You're right...... It's the autopot blokes who can't make up their mind...... When using biotabs, look here a little top watering is OK, with other feeds it's not...... I've never paid any attention to this advise either way, just like the inexplicable advise to dump a drain layer at the bottom of the pots..... But that's just me.
Thing with Autopots is that whatever goes into them stays there, short of taking the pots out and flushing them. And I haven't seem, possibly missed it, any advise to do any flushing from the same blokes. Presumably any salts and other sundry items "building" up elsewhere but the top layer, which supposedly is a prominent feature of the mineral nutes they generally recommend over organics due to possible clogging with organic nutes in the water lines and aquavalves, the danger of aforementioned salts and sundries is probably rather..... Miniscule!
This may be exactly the wrong thing to do, after turning on the Autopot water supply. With bottom feeding, drying and salt buildup happen at the top surface layers of the medium, as discussed in the Autopot literature. Watering the top salt-laden layers is best avoided, as also noted in Autopot instructions.
With Autopots, I presume a dry top layer to be ideal, indicating that your medium (e.g., coco/perlite) is not holding onto too much water, not remaining saturated.
Well.. You're definitely making me nervous about running 4 plants in a 4'x4' with my autopots...
I'm going to simply not do any top feeding with Autopots. I don't see any need for it, nor any reason to dampen the surface coco. Here, just like with outdoor soil, salts often inherently build-up at the surface (without rain), with the surface where all the evaporation is happening. I totally filled my Autopots to the top (with 50/50 coco-perlite) to allow as many inches of medium as possible for salt concentration.
I'm thinking about "flushing" my 4 Autopots - putting them is a container say filled with the usual nutrient-based solution to about 5-6 inches, letting them soak, drain, and put them back on the Autopot. Classic drain-to-waste, other than dunking the plant in nutrient solution. If it drains in real-time (don't have to set it up and wait), could even "rinse" or "flush' the more important lower-mid parts of the pot multiple times.
My reasoning is totally opposite (presuming we are talking about bottom-feeding Autopots): The top few inches of Autopot media have the least water/moistness; and related to this, the top few inches are a hostile environment for roots (driest part, and salts must concentrate there from surface evaporation). But as you note, whether the salt levels are significant/toxic when redissolved into the media is not yet resolved.My reasoning is, the top 4" of soil/medium contain arguably the most dense rootmass. these roots need to be kept moist, so I'm treating coco just like soil, if its dry more than an inch down, i water with plain water. Next time I'll use mulch to control surface moisture.

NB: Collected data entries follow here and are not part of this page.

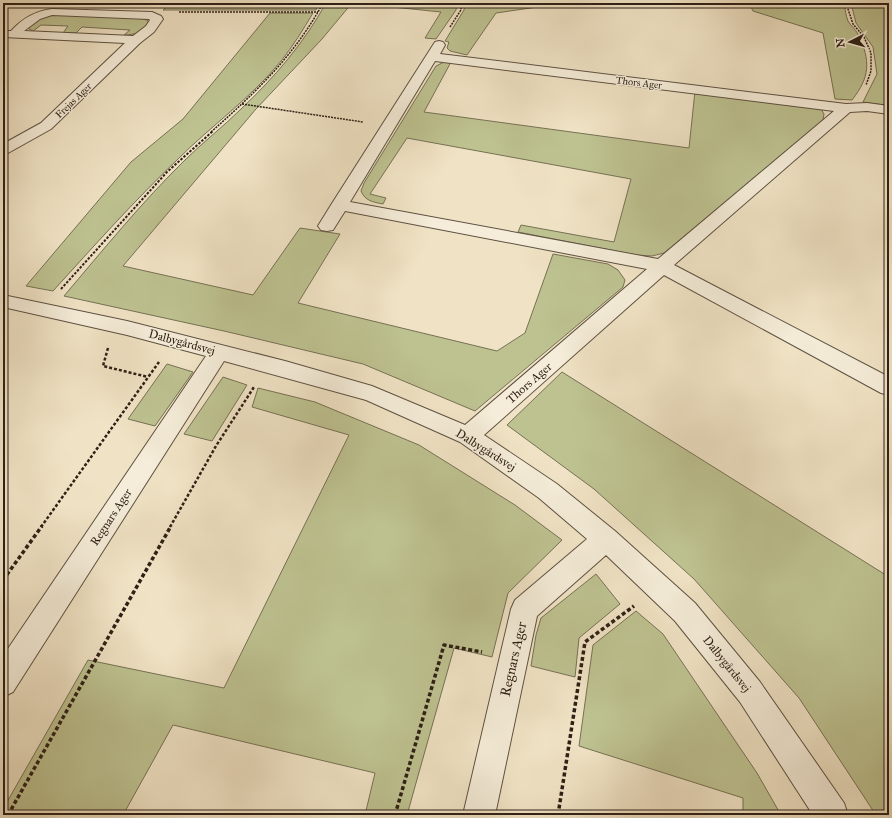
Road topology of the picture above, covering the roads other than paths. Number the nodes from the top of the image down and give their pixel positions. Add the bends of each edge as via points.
1 (9, 34) edge
2 (136, 40) junction
3 (440, 43) road end
4 (432, 57) junction
5 (846, 108) junction
6 (889, 110) edge
7 (3, 150) edge
8 (339, 205) junction
9 (327, 226) dead end
10 (662, 266) junction
11 (3, 302) edge
12 (219, 352) junction
13 (889, 387) edge
14 (468, 436) junction
15 (606, 538) junction
16 (3, 682) edge
17 (479, 815) edge
18 (832, 815) edge

1 - 2 street, Frejas Ager
1 - 2 street, Frejas Ager via 30,18 42,13 152,16 157,19 150,29
2 - 7 street, Frejas Ager via 46,126
3 - 4 street
4 - 5 street, Thors Ager
4 - 8 street
5 - 6 street, Thors Ager
5 - 10 street, Thors Ager
8 - 9 street
8 - 10 street
10 - 13 street
10 - 14 street, Thors Ager
11 - 12 street, Dalbygårdsvej via 127,328
12 - 14 street, Dalbygårdsvej via 372,394
12 - 16 street, Regnars Ager
14 - 15 street, Dalbygårdsvej via 548,491
15 - 17 street, Regnars Ager via 524,609
15 - 18 street, Dalbygårdsvej via 686,612 750,692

My reasoning is totally opposite (presuming we are talking about bottom-feeding Autopots): The top few inches of Autopot media have the least water/moistness; and related to this, the top few inches are a hostile environment for roots (driest part, and salts must concentrate there from surface evaporation). But as you note, whether the salt levels are significant/toxic when redissolved into the media is not yet resolved.
Regarding:
"the top 4" of soil/medium contain arguably the most dense rootmass"
Do you actually have your roots concentrated in your top surface layers? Again presuming we are talking about Autopots, I have like zero roots in the top inches; and the 1 of 4 plants I have in Autopots that is turning into a monster even has a totally dry top few inches, while my others that are smaller (roots sucking less water) retain a damp top surface.
I'm using the 3.9 gallon/15 L Autopots with Airdomes (with pumps rated to provide 1 L/min. per pot) and I have dry or damp media with no roots in the top surface layers.Perhaps in the 15 L Autopots, due to their lower height, the wicking action brings moisture closer to the top layer, even if an airdome or similar form of air injection is used.
Exactly, that is the same I see in 25 L Autopots. Top 4-5 cm is bone dry, this with all 3 types of mediums I have used so far, light mix, Mapito and a homemade 2/1/1 mix of soil /perlite/coco. There is no roots at all a few cm's away from the main stem.
I have airdomes in all these pots and that no doubt contributes to the evaporation = dryness. In the 2 soil based mediums, if I pour 3-4 liters of water on the top quickly so it forms a fleeting lake, it is bubbling away enthusiastically.....
Perhaps in the 15 L Autopots, due to their lower height, the wicking action brings moisture closer to the top layer, even if an airdome or similar form of air injection is used.